(Given records begins)

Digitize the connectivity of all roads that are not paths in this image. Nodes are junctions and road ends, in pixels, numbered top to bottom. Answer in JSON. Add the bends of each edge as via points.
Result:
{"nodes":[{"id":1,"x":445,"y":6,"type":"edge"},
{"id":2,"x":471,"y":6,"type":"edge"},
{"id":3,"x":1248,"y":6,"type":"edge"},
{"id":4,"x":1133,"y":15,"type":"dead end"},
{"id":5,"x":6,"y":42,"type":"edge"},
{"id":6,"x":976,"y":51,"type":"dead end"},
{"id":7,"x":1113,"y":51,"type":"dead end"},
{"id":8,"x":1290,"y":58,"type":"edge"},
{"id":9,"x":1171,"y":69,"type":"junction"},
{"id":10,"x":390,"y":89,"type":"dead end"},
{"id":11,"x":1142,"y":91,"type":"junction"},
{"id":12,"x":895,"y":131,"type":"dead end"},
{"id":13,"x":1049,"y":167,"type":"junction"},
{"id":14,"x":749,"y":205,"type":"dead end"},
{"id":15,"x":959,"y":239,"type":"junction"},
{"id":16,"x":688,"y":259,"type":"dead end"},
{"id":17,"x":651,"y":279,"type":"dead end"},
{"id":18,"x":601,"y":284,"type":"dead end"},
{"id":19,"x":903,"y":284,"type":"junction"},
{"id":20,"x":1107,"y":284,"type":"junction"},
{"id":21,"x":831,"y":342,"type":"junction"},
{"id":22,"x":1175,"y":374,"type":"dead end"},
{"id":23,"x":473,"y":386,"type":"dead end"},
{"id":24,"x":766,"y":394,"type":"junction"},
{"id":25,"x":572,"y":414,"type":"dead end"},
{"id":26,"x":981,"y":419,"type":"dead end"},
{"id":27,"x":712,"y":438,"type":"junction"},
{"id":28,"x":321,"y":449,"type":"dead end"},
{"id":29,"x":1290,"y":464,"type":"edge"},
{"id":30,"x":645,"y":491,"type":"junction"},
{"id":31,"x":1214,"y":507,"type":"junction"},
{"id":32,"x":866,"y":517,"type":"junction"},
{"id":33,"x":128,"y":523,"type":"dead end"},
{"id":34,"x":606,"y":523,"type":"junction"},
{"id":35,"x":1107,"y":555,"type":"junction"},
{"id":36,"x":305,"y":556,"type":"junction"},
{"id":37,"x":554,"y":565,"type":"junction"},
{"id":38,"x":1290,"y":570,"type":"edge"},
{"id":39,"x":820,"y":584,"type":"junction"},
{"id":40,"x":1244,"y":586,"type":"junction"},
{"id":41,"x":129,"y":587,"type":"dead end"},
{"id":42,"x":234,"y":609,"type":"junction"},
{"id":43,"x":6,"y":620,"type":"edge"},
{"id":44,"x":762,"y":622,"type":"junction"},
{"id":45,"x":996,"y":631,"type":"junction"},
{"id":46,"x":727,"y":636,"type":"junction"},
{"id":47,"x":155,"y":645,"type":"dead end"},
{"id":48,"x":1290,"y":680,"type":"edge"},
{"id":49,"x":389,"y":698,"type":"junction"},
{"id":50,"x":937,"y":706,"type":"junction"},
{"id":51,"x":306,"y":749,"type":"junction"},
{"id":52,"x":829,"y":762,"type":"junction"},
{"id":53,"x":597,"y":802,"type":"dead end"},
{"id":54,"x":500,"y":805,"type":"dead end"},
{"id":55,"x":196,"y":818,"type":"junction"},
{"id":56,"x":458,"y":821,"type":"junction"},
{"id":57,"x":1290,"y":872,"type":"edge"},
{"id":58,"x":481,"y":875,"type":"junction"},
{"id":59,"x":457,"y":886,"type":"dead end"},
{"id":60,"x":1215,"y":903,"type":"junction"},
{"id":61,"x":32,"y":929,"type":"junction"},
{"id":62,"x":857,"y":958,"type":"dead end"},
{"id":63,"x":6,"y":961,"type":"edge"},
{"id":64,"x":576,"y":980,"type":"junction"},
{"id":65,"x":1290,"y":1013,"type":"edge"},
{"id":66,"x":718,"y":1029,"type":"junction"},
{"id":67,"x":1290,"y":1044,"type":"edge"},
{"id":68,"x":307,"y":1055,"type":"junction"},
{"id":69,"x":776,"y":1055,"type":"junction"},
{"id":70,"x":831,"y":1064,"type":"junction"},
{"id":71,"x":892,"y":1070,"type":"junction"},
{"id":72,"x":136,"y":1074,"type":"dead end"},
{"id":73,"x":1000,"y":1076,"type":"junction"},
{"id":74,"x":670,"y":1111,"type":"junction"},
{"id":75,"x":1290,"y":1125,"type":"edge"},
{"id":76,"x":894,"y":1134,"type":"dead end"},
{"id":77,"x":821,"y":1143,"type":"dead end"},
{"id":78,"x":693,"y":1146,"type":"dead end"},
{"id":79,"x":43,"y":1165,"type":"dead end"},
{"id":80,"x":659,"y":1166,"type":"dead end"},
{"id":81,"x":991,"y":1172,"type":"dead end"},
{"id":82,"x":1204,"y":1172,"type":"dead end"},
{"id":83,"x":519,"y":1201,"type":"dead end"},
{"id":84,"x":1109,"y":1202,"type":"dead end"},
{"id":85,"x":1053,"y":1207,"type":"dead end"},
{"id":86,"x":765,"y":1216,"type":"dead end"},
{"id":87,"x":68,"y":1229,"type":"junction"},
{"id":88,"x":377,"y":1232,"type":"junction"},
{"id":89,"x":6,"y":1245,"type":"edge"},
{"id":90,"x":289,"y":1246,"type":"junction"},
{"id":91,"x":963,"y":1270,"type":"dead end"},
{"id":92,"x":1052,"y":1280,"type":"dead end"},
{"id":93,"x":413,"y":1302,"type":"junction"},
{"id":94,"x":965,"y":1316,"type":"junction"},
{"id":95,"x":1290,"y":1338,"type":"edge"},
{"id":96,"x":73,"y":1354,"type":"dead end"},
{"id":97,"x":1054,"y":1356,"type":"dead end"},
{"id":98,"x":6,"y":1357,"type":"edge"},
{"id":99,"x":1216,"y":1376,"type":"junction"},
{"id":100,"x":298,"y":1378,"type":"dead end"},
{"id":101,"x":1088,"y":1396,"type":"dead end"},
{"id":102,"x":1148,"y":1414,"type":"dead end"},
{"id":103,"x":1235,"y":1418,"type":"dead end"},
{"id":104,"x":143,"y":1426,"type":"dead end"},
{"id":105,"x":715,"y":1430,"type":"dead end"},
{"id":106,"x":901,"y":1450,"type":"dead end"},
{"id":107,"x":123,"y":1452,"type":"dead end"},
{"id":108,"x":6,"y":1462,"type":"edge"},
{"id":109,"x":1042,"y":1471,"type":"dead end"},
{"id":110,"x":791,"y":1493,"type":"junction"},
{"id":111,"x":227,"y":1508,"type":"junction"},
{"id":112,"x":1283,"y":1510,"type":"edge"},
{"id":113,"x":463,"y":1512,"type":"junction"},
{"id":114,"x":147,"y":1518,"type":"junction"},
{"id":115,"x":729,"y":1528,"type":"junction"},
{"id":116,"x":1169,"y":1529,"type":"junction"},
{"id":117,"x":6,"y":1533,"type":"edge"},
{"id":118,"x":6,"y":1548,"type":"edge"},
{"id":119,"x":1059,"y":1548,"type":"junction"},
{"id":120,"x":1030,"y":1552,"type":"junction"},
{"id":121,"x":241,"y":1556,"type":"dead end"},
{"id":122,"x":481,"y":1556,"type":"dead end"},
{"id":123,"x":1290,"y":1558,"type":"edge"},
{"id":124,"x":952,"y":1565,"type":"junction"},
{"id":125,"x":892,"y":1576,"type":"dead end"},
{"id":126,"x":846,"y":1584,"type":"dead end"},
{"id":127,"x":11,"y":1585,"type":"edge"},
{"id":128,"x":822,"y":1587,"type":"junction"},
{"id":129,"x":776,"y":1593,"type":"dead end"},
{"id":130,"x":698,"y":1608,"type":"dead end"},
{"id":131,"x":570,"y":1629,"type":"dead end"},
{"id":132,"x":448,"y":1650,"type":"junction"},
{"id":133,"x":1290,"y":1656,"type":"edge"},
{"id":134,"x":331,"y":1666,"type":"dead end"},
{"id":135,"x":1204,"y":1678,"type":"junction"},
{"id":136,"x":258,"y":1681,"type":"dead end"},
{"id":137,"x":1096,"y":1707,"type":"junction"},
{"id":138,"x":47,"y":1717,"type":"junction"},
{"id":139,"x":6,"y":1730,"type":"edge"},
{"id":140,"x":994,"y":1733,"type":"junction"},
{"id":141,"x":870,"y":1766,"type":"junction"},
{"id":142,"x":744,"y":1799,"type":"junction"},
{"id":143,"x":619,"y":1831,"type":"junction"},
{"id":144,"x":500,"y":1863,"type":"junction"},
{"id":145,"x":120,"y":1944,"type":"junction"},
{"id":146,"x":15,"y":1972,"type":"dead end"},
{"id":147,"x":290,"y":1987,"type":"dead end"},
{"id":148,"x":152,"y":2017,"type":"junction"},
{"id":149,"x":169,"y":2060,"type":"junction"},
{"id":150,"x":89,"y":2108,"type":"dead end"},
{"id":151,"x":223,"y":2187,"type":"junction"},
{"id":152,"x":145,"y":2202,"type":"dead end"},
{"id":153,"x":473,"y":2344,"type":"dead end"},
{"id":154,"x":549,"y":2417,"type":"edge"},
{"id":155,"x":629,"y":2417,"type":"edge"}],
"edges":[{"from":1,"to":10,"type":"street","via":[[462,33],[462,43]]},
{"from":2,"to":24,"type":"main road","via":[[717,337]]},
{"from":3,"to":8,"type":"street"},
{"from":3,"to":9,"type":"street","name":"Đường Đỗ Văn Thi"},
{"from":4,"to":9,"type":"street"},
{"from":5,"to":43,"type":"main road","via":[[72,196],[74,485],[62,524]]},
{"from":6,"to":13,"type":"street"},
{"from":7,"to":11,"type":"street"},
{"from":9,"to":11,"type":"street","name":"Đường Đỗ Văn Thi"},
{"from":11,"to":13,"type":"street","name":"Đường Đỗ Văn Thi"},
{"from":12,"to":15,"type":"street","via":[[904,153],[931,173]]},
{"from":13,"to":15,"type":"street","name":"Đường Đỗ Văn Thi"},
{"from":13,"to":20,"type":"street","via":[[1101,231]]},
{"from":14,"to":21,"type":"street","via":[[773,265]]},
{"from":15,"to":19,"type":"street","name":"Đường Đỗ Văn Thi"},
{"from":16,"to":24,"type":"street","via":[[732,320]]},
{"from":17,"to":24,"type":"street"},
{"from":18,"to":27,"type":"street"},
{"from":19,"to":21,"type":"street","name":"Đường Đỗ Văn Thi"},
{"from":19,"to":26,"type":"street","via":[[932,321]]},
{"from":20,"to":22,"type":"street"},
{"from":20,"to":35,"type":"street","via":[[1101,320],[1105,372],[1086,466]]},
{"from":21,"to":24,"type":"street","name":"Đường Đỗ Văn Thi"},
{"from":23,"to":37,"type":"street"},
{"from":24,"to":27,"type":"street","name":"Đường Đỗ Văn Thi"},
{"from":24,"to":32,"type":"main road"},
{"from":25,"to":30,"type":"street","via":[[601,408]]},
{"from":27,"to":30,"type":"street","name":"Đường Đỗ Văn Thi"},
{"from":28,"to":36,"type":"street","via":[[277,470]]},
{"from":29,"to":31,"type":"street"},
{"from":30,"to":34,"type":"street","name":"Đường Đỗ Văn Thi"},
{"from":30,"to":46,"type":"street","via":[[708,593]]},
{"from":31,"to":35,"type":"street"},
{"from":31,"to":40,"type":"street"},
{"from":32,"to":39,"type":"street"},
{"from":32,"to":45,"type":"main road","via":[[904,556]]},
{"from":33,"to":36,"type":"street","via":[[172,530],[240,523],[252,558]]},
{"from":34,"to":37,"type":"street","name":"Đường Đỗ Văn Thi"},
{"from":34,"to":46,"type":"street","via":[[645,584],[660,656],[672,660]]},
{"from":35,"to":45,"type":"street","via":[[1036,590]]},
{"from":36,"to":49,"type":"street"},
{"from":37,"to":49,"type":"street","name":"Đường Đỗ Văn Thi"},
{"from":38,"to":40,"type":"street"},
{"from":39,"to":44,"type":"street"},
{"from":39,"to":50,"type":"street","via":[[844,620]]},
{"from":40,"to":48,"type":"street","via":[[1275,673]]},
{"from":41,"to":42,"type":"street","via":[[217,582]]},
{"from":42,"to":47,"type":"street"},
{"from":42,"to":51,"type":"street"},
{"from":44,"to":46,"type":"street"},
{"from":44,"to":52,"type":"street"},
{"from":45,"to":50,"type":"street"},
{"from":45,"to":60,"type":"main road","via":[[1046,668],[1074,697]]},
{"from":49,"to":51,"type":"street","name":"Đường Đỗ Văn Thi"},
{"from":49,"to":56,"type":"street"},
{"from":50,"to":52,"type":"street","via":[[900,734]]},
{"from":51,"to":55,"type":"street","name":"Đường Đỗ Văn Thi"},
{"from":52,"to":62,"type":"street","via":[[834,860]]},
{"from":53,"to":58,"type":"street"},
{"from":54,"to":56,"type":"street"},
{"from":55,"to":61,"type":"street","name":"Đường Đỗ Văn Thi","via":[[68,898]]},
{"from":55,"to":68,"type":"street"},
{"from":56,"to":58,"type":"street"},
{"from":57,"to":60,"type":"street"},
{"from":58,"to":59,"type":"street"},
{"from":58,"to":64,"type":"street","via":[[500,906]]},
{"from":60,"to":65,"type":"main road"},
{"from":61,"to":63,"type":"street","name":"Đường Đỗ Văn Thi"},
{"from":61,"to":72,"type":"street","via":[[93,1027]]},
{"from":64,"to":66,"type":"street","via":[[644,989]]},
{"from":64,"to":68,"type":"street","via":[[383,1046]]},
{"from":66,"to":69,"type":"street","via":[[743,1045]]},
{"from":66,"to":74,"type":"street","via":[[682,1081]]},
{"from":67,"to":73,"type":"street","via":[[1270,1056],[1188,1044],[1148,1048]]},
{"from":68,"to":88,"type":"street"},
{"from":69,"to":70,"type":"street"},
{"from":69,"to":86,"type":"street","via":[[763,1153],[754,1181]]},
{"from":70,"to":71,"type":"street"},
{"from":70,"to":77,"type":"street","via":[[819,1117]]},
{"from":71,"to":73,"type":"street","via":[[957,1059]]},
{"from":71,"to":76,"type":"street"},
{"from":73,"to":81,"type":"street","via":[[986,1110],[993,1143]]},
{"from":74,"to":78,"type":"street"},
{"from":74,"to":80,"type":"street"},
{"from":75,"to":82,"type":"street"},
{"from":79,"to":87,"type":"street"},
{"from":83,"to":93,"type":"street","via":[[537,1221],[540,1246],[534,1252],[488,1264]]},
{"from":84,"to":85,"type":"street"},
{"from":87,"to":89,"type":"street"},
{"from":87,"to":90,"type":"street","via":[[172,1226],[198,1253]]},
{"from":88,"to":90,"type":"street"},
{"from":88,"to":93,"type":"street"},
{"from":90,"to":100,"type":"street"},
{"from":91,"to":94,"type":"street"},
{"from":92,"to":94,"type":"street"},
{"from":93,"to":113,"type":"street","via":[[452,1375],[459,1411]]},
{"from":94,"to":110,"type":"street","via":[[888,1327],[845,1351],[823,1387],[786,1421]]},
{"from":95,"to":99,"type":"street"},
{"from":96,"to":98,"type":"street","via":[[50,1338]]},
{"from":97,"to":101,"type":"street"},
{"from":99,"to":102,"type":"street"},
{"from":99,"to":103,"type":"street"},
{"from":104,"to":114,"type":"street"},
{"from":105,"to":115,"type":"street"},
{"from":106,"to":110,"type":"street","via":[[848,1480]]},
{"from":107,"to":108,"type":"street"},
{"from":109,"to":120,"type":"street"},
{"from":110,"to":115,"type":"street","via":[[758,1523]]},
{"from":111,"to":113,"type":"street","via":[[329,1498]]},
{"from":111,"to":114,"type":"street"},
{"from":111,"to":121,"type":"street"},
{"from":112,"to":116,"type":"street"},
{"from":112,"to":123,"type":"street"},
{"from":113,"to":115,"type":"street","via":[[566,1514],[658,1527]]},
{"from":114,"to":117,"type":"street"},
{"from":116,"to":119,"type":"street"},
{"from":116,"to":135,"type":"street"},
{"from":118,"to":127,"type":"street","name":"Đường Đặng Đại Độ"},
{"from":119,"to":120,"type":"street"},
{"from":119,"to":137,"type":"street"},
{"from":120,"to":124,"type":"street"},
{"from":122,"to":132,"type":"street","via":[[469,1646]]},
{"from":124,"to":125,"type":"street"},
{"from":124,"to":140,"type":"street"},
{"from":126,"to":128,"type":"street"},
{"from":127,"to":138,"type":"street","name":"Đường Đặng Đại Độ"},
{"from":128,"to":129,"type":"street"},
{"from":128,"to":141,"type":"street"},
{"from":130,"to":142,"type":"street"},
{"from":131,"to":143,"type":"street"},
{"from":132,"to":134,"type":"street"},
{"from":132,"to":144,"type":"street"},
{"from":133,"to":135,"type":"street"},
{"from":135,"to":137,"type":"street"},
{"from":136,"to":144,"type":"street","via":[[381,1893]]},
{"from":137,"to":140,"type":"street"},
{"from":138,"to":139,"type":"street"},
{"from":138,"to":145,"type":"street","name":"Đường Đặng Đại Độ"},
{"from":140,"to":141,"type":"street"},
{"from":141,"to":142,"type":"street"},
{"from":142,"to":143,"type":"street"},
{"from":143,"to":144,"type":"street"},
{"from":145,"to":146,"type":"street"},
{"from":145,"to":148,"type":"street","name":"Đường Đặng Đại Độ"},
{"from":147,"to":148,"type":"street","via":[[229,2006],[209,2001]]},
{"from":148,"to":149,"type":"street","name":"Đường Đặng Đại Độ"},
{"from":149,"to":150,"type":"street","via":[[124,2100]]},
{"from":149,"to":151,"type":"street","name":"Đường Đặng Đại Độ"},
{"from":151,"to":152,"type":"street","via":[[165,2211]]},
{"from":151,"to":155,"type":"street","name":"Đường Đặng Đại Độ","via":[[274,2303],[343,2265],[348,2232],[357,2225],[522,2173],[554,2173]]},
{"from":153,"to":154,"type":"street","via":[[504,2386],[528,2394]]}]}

(Given records ends)

» Problem details
Which lines in the listing hold the word "road"? Copy them out.

» Task output
Digitize the connectivity of all roads that are not paths in this image. Nodes are junctions and road ends, in pixels, numbered top to bottom. Answer in JSON. Add the bends of each edge as via points.
{"from":2,"to":24,"type":"main road","via":[[717,337]]},
{"from":5,"to":43,"type":"main road","via":[[72,196],[74,485],[62,524]]},
{"from":24,"to":32,"type":"main road"},
{"from":32,"to":45,"type":"main road","via":[[904,556]]},
{"from":45,"to":60,"type":"main road","via":[[1046,668],[1074,697]]},
{"from":60,"to":65,"type":"main road"},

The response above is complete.